On Wed, 13 Aug 2003 22:37:59 +1000, in a place far, far away,
(Stephen Souter) made the phosphor on my
monitor glow in such a way as to indicate that:

In article ,
(Rand Simberg) wrote:

On Mon, 11 Aug 2003 12:07:07 +1000, in a place far, far away,
(Stephen Souter) made the phosphor on my
monitor glow in such a way as to indicate that:

ISS is a lousy benchmark for an orbital propellant depot.

Then what would you use as your benchmark?

I would use the design of a system whose purpose was to be an orbital
propellant depot, designed by people whose interest was in building
that, rather than padding payrolls in Houston, Huntsville and Florida,
and providing appropriate kickbacks to certain people in the nation's
capital.


An interesting point of view.

So what you're saying is that when NASA designs a space station the
private companies whom NASA calls in to build it for them are not much
interested in designing or building one at all.

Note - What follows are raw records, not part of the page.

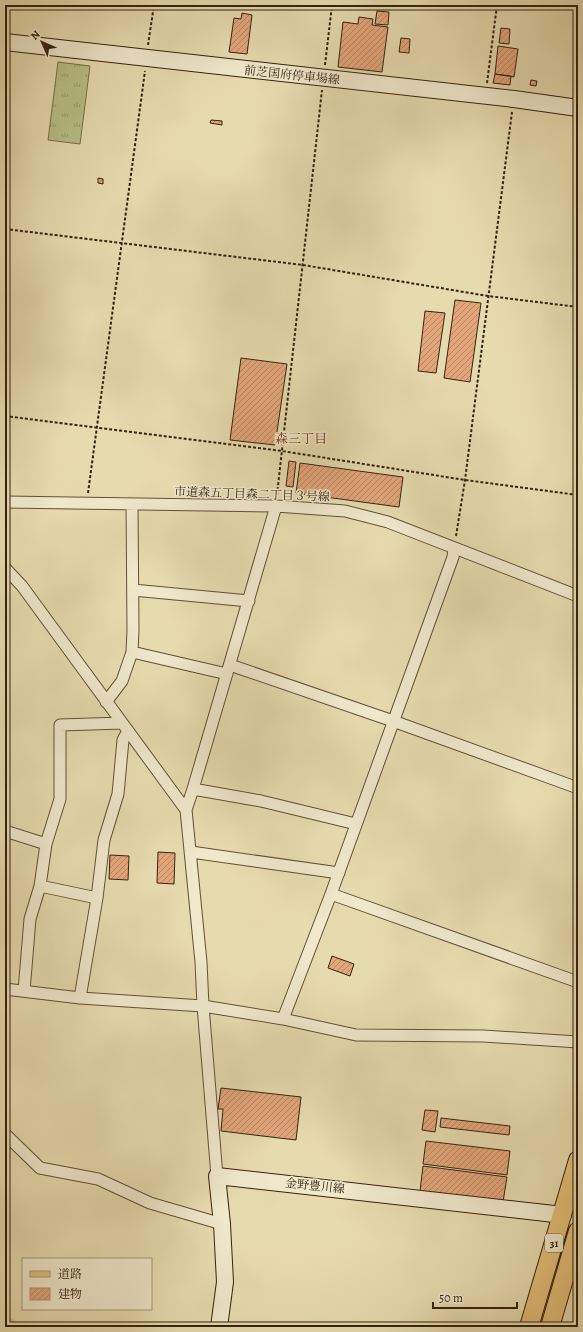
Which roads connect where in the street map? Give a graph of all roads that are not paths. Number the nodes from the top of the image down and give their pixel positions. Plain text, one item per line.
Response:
1 (5, 42) edge
2 (578, 108) edge
3 (5, 502) edge
4 (132, 504) junction
5 (276, 506) junction
6 (454, 548) junction
7 (5, 568) edge
8 (133, 590) junction
9 (578, 596) edge
10 (249, 601) junction
11 (132, 652) junction
12 (228, 669) junction
13 (106, 702) junction
14 (393, 721) junction
15 (125, 727) junction
16 (578, 788) edge
17 (194, 789) junction
18 (186, 810) junction
19 (356, 824) junction
20 (5, 831) edge
21 (46, 844) junction
22 (190, 852) junction
23 (339, 873) junction
24 (40, 886) junction
25 (331, 894) junction
26 (96, 898) junction
27 (578, 982) edge
28 (5, 989) edge
29 (24, 991) junction
30 (80, 998) junction
31 (203, 1006) junction
32 (283, 1019) junction
33 (578, 1042) edge
34 (5, 1134) edge
35 (578, 1160) edge
36 (217, 1176) junction
37 (563, 1215) junction
38 (222, 1224) junction
39 (578, 1230) edge
40 (5, 1322) edge
41 (6, 1327) edge
42 (219, 1327) edge
43 (529, 1327) edge
44 (550, 1327) edge

1 - 2 main road, 前芝国府停車場線
3 - 4 street, 市道森五丁目森二丁目３号線
4 - 5 street, 市道森五丁目森二丁目３号線
4 - 8 street
5 - 6 street, 市道森五丁目森二丁目３号線
5 - 10 street
6 - 9 street, 市道森五丁目森二丁目３号線
6 - 14 street
7 - 13 street
8 - 10 street
8 - 11 street
10 - 12 street
11 - 12 street
11 - 13 street
12 - 14 street
12 - 17 street
13 - 15 street
14 - 16 street
14 - 19 street
15 - 18 street
15 - 21 street
15 - 26 street
17 - 18 street
17 - 19 street
18 - 22 street
19 - 23 street
20 - 21 street
21 - 24 street
22 - 23 street
22 - 31 street
23 - 25 street
24 - 26 street
24 - 29 street
25 - 27 street
25 - 32 street
26 - 30 street
28 - 29 street
29 - 30 street
30 - 31 street
31 - 32 street
31 - 36 street
32 - 33 street
34 - 38 street
35 - 37 main road, 31
36 - 37 main road, 金野豊川線
36 - 38 main road
37 - 43 main road, 31
38 - 42 main road
39 - 44 main road, 31
40 - 41 street

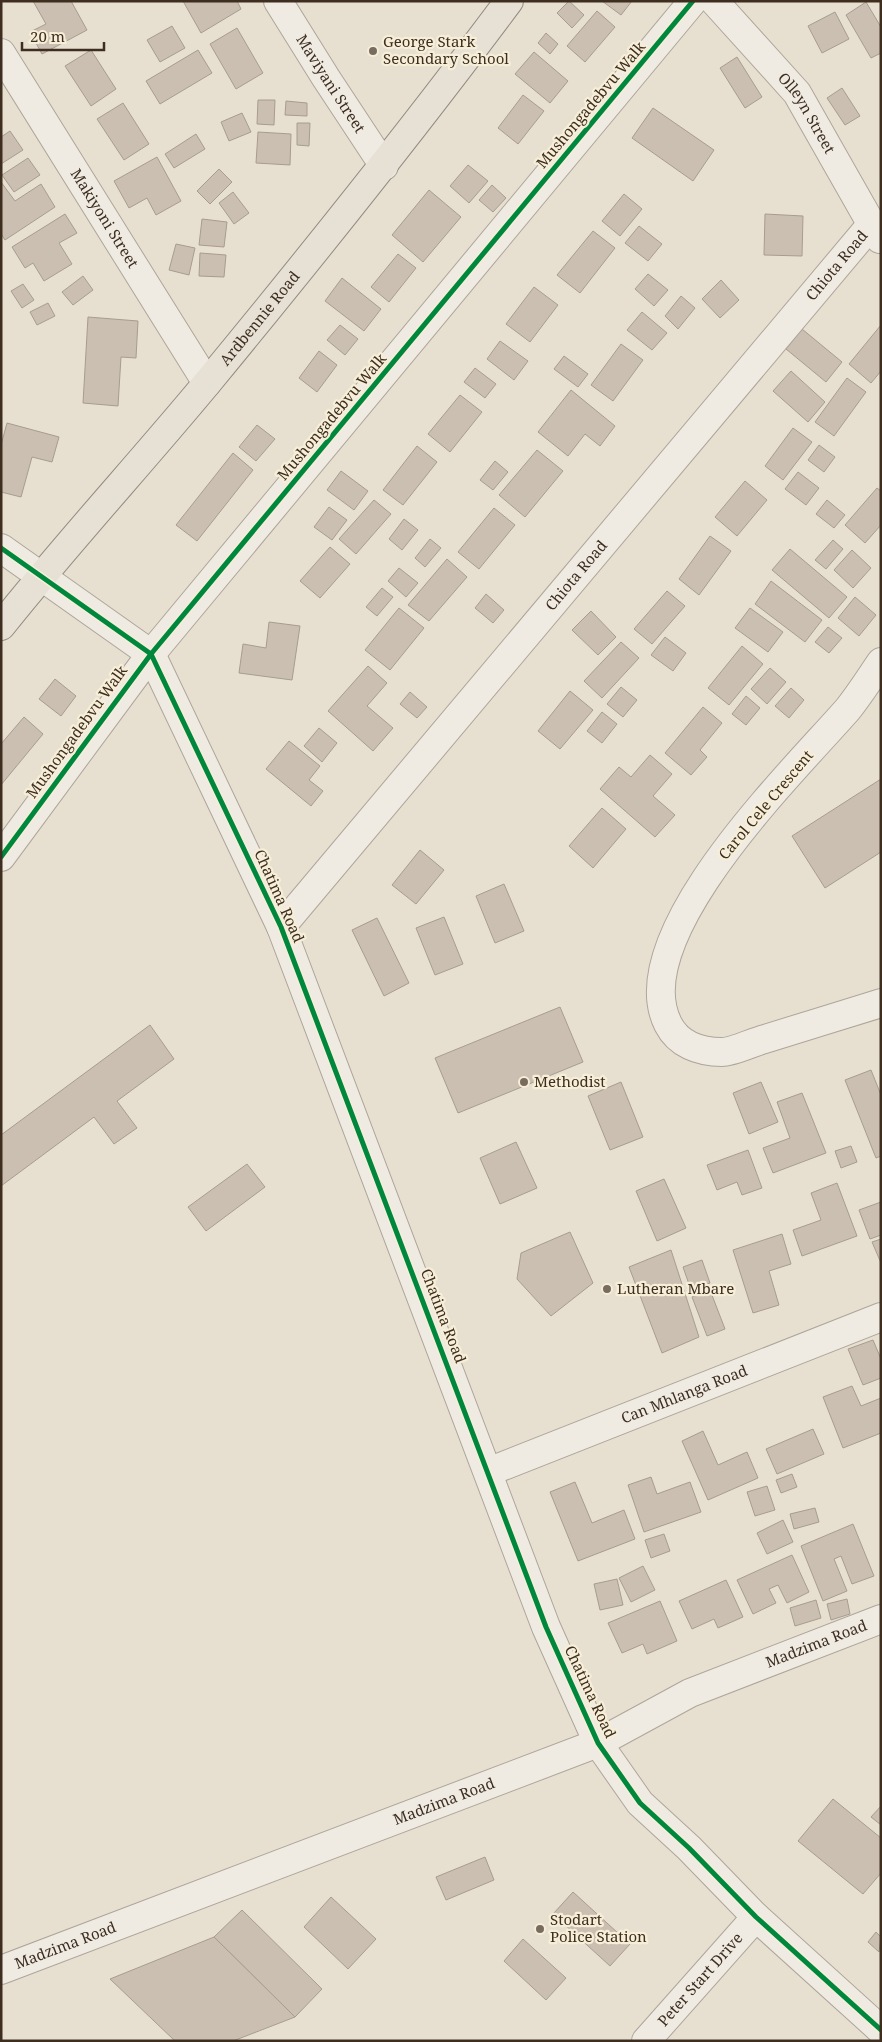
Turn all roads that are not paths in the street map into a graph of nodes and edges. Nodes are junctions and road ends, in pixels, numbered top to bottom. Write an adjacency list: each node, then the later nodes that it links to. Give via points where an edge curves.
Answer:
1 (278, 1): 6 (street, Maviyani Street)
2 (509, 1): 6 (main road, Ardbennie Road)
3 (693, 1): 12 (street, Mushongadebvu Walk)
4 (714, 1): 7 (street, Olleyn Street, via 797,93)
5 (1, 53): 8 (street, Makiyoni Street)
6 (384, 166): 8 (main road, Ardbennie Road)
7 (876, 233): 15 (street, Chiota Road)
8 (207, 383): 10 (main road, Ardbennie Road)
9 (1, 548): 10 (street, Chatima Road)
10 (41, 576): 11 (main road, Ardbennie Road); 12 (street, Chatima Road)
11 (1, 626)
12 (150, 654): 14 (street, Mushongadebvu Walk); 15 (street, Chatima Road)
13 (881, 662): 16 (street, Carol Cele Crescent, via 850,706 732,841 691,900 667,953 660,983 662,1011 673,1034 690,1047 723,1052)
14 (1, 857)
15 (281, 927): 18 (street, Chatima Road)
16 (881, 1003)
17 (881, 1317): 18 (street, Can Mhlanga Road)
18 (488, 1472): 20 (street, Chatima Road, via 546,1626)
19 (881, 1619): 20 (street, Madzima Road, via 690,1694)
20 (598, 1742): 21 (street, Chatima Road, via 640,1802); 22 (street, Madzima Road)
21 (756, 1917): 23 (street, Chatima Road); 24 (street, Peter Start Drive)
22 (1, 1970)
23 (881, 2030)
24 (646, 2041)

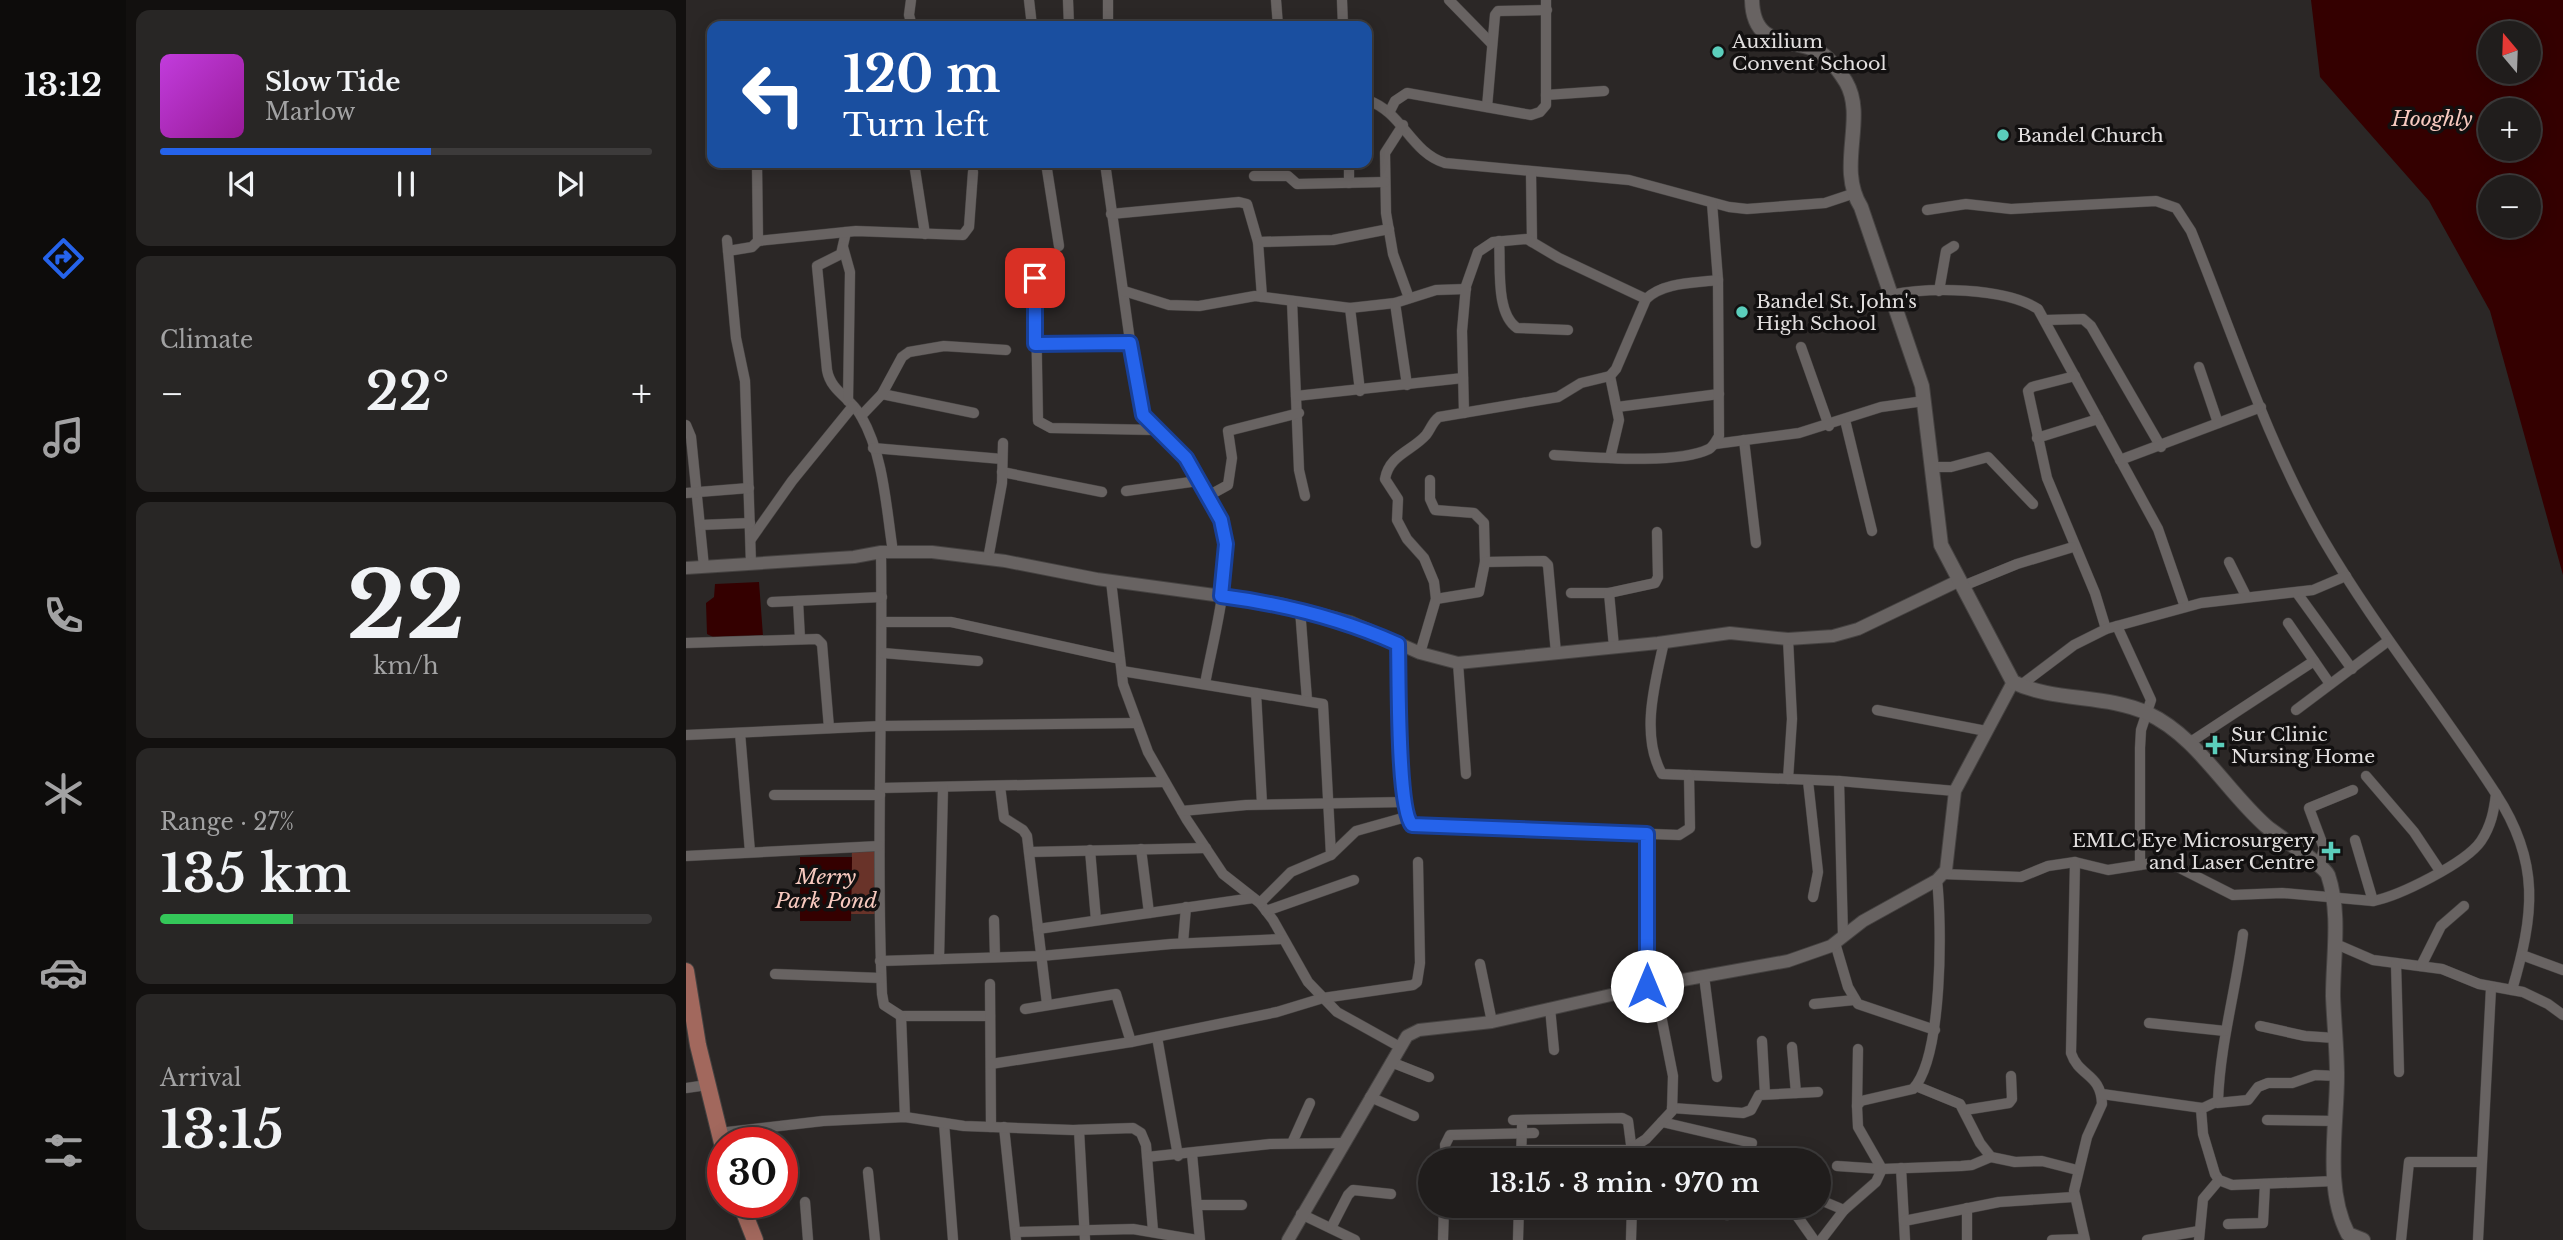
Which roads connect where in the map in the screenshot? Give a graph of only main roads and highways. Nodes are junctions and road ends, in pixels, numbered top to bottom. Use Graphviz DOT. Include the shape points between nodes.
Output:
graph roads {
  1 [pos="1752,0"];
  2 [pos="686,971"];
  3 [pos="718,1127"];
  4 [pos="746,1218"];
  5 [pos="2356,1239"];
  6 [pos="755,1240"];
  1 -- 5 [label="main road" via="1763,30 1784,44 1821,53 1847,84 1852,112 1852,194 1861,207 1922,386 1941,545 2017,683 2145,712 2169,726 2249,811 2327,873 2336,944 2335,1181 2343,1226"];
  2 -- 3 [label="main road"];
  4 -- 6 [label="main road"];
}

It's not the primary goal, no. They respond to their customer's
needs.


Which (I take it) is not to build a space station but to pad private
company payrolls. (It being, after all, NASA which pays the companies to
build the thing, rather than the other way round!)

Presumably were those same companies to go out and build their own
station--an orbital propellant depot, say--instead of "padding payrolls in
Houston, Huntsville and Florida" they would be siphoning off profits to
Chicago, LA, and Manhattan.


No, because they wouldn't be spending money on an orbital depot unless
they really wanted an orbital depot.


Are you drawing a distinction between what a company might want and what
their customers need (and are willing to pay for)?

That is to say, if their customers need an orbital depot but the company
does not, it is what the company wants which will carry the day.

Of course, those same companies
wouldn't be likely to do such a thing.


Whereas (I take it) you are saying they would if it was a government
program they were on.

(The kickbacks would presumably still be need
to keep "certain people in the nation's capital" onside and the subsides
flowing.


Why? That would only be true if it were a government program.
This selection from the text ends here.